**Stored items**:
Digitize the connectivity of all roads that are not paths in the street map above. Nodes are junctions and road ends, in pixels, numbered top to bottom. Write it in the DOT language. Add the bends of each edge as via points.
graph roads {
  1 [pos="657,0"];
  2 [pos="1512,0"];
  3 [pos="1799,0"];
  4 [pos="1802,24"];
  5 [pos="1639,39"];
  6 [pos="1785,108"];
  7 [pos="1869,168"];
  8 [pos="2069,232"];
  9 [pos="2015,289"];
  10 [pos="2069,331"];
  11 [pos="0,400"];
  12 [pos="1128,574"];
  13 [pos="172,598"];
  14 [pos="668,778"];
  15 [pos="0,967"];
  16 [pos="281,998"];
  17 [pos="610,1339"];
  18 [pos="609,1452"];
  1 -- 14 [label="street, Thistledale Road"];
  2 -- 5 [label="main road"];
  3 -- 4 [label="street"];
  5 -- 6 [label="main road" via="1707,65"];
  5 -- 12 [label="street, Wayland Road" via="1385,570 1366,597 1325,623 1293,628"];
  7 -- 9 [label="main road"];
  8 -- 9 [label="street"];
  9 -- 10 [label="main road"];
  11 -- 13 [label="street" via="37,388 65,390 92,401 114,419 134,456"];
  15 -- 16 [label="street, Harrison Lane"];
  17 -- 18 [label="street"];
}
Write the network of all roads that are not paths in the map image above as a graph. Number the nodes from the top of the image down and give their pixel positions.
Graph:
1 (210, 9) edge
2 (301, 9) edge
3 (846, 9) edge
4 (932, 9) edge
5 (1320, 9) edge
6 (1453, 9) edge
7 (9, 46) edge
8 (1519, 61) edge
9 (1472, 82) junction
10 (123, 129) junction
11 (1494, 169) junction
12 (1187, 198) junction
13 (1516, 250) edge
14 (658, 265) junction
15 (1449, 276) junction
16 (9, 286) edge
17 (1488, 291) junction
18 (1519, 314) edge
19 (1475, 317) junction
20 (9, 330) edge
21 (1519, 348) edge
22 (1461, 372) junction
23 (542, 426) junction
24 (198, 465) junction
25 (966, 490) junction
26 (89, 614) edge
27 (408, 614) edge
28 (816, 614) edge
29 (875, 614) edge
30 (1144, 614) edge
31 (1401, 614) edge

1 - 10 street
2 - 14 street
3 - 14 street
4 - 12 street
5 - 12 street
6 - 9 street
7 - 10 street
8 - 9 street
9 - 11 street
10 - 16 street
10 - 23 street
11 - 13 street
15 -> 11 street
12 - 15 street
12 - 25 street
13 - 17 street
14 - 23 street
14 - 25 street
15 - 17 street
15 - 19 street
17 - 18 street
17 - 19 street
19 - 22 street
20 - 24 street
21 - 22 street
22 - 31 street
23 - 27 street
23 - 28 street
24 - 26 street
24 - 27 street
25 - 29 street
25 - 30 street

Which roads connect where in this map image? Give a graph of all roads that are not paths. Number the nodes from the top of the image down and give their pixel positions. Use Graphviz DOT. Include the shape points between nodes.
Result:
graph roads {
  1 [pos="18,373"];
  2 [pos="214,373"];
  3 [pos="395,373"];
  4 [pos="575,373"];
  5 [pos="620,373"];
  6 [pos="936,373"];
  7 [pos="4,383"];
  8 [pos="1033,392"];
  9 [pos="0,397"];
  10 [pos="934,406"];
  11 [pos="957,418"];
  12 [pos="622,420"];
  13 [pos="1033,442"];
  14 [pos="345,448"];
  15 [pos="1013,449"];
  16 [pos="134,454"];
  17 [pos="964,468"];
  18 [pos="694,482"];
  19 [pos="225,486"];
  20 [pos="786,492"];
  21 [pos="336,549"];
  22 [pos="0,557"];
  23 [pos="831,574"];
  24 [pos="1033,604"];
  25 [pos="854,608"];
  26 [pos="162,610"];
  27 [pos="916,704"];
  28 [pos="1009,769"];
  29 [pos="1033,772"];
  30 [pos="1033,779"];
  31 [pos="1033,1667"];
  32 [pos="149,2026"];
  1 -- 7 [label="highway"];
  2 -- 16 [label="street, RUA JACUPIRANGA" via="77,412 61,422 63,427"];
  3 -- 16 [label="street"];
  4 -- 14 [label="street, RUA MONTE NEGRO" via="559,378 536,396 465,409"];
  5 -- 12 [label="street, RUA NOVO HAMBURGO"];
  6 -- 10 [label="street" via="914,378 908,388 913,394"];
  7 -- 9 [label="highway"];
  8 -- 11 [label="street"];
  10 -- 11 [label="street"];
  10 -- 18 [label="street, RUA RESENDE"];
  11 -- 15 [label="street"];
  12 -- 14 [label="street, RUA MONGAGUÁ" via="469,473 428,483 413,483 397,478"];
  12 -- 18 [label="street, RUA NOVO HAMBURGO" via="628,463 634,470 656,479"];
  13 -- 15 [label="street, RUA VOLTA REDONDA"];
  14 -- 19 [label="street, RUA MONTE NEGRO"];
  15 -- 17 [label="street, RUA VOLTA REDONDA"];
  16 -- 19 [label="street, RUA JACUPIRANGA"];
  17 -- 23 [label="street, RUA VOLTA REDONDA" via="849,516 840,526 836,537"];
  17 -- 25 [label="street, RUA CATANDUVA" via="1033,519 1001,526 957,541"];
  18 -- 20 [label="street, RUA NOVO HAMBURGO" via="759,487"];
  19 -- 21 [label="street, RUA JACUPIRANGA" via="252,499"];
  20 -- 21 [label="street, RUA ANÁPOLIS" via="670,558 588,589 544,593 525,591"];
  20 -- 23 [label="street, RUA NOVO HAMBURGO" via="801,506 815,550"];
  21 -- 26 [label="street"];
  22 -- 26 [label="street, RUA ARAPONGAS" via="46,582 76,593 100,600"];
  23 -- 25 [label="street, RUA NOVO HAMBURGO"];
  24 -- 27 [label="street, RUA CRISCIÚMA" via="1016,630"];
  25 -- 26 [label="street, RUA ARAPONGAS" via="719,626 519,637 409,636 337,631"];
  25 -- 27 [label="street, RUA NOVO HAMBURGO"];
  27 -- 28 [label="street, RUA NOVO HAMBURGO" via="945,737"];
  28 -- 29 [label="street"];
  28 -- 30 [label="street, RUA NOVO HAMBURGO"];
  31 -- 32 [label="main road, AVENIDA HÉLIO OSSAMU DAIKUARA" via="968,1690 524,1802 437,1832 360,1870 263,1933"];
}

**What is needed**:
Scanning the data above, copy out every line where "main" is found.

**Response**:
  2 -- 5 [label="main road"];
  5 -- 6 [label="main road" via="1707,65"];
  7 -- 9 [label="main road"];
  9 -- 10 [label="main road"];
  31 -- 32 [label="main road, AVENIDA HÉLIO OSSAMU DAIKUARA" via="968,1690 524,1802 437,1832 360,1870 263,1933"];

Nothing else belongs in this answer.